As described above, the coated metal profile material according to the present embodiment can be easily manufactured only by applying and baking a paint containing a polyurethane resin containing a polyether unit.

2. 2. Composite The composite according to another embodiment of the present invention is a molding of a thermoplastic resin composition bonded to the above-mentioned coated metal element and the surface on which the organic resin layer of the above-mentioned coated metal element is formed. Has a body.

The molded body of the thermoplastic resin composition is bonded to the surface of the above-mentioned coated metal element (more accurately, the surface of the organic resin layer). The shape of the molded product of the thermoplastic resin composition is not particularly limited and may be appropriately selected depending on the intended use.

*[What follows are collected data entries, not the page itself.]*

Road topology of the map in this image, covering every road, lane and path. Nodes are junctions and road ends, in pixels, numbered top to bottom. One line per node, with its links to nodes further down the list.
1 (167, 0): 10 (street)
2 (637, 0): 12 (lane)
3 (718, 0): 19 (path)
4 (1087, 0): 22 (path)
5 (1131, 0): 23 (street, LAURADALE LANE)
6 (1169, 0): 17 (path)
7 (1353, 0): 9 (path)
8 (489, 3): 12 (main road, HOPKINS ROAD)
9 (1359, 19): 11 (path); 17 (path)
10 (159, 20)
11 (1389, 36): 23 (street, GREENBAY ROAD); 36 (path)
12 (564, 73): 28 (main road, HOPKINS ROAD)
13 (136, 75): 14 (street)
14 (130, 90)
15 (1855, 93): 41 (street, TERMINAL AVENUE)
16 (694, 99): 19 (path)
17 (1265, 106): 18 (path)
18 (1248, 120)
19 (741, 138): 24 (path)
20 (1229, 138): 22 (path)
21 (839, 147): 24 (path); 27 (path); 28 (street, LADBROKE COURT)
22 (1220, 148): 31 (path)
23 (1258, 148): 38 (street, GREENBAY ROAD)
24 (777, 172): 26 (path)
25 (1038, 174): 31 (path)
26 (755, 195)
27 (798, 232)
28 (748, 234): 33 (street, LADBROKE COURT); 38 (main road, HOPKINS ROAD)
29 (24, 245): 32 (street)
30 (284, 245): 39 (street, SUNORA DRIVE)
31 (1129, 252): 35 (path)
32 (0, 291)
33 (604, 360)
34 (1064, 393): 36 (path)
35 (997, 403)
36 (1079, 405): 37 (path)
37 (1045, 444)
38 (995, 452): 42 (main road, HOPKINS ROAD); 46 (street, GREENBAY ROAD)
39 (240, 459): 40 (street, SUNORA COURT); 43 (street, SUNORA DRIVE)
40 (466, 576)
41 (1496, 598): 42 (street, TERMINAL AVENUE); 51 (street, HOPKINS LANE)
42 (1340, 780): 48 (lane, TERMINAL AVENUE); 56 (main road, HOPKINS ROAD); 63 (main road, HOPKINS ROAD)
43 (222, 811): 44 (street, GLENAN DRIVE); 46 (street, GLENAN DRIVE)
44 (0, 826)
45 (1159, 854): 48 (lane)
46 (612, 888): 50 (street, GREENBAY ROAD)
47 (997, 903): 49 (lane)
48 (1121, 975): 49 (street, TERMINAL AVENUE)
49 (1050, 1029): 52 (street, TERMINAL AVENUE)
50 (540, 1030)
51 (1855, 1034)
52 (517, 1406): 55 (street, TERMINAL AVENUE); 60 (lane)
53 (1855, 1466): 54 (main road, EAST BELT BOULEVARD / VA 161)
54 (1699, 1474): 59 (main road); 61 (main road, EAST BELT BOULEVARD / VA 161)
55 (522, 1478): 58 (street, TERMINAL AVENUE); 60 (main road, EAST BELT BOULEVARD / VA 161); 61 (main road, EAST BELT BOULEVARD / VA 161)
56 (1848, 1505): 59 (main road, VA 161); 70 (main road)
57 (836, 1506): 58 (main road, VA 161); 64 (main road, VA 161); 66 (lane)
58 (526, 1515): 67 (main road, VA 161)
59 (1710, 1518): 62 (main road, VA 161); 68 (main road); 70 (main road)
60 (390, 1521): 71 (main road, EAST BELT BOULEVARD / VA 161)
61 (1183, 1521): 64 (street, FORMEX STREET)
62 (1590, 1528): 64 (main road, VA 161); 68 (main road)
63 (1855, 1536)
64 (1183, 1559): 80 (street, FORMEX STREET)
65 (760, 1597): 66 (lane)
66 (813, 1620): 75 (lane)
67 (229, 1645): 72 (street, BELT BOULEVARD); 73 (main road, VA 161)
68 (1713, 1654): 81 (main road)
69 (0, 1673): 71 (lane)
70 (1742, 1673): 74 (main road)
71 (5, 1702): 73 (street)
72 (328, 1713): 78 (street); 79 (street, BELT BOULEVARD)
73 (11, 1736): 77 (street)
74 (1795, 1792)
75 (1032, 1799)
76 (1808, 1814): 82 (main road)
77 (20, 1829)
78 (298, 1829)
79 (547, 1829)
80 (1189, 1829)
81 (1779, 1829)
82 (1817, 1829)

The type of the thermoplastic resin constituting the molded product of the thermoplastic resin composition is not particularly limited. Examples of thermoplastic resins include acrylic nitrile-butadiene-styrene (ABS) -based resins, polyethylene terephthalate (PET) -based resins, polybutylene terephthalate (PBT) -based resins, polycarbonate (PC) -based resins, and polyamide (PA) -based resins. , Polyphenylene terephide (PPS) based resins or combinations thereof. Among these, PET resin and PBT resin are particularly preferable. When the polyurethane resin containing a polyether unit is synthesized by using a polycarbonate polyol or the like in combination, a thermoplastic resin having a benzene ring is preferable, and a PBT-based resin and a PPS-based resin are particularly preferable.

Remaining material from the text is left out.